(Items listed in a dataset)

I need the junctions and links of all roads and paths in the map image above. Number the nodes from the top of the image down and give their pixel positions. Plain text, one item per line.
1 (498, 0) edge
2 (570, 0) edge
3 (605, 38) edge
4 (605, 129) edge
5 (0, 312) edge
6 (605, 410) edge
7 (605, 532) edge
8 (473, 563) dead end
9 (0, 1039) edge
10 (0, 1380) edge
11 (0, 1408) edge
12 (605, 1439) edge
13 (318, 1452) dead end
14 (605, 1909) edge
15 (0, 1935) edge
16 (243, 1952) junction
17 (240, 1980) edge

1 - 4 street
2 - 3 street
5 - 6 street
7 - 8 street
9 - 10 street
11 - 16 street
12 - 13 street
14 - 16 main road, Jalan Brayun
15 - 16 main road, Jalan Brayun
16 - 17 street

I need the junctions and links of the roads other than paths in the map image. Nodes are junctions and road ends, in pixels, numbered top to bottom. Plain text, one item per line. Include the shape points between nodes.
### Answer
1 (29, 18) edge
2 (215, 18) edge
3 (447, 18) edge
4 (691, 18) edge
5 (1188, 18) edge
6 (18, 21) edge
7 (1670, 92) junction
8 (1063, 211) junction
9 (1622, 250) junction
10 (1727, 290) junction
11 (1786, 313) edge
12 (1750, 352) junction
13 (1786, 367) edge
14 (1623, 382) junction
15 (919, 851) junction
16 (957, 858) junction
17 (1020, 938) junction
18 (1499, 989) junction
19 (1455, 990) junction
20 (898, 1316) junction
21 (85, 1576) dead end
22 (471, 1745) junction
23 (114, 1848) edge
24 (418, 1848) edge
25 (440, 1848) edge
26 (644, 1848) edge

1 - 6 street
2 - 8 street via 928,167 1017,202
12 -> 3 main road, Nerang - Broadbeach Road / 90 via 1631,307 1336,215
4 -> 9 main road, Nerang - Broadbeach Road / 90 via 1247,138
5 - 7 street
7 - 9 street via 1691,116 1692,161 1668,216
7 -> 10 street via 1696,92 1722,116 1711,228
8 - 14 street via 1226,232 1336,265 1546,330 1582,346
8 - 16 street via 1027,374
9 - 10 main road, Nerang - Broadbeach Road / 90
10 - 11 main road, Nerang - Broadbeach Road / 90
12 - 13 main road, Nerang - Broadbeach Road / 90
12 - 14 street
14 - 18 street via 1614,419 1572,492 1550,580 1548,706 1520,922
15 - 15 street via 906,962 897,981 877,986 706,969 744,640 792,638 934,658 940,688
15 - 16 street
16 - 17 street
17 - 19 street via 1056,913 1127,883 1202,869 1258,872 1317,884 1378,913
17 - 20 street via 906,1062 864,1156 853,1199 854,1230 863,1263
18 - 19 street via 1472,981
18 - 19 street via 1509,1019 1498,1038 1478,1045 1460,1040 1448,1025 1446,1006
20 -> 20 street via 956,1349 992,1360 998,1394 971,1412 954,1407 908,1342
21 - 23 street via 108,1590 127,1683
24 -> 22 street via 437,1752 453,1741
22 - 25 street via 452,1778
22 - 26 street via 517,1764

* What to do *
Once you find the string "Jalan" in a line of the records, copy that line.

* Answer space *
14 - 16 main road, Jalan Brayun
15 - 16 main road, Jalan Brayun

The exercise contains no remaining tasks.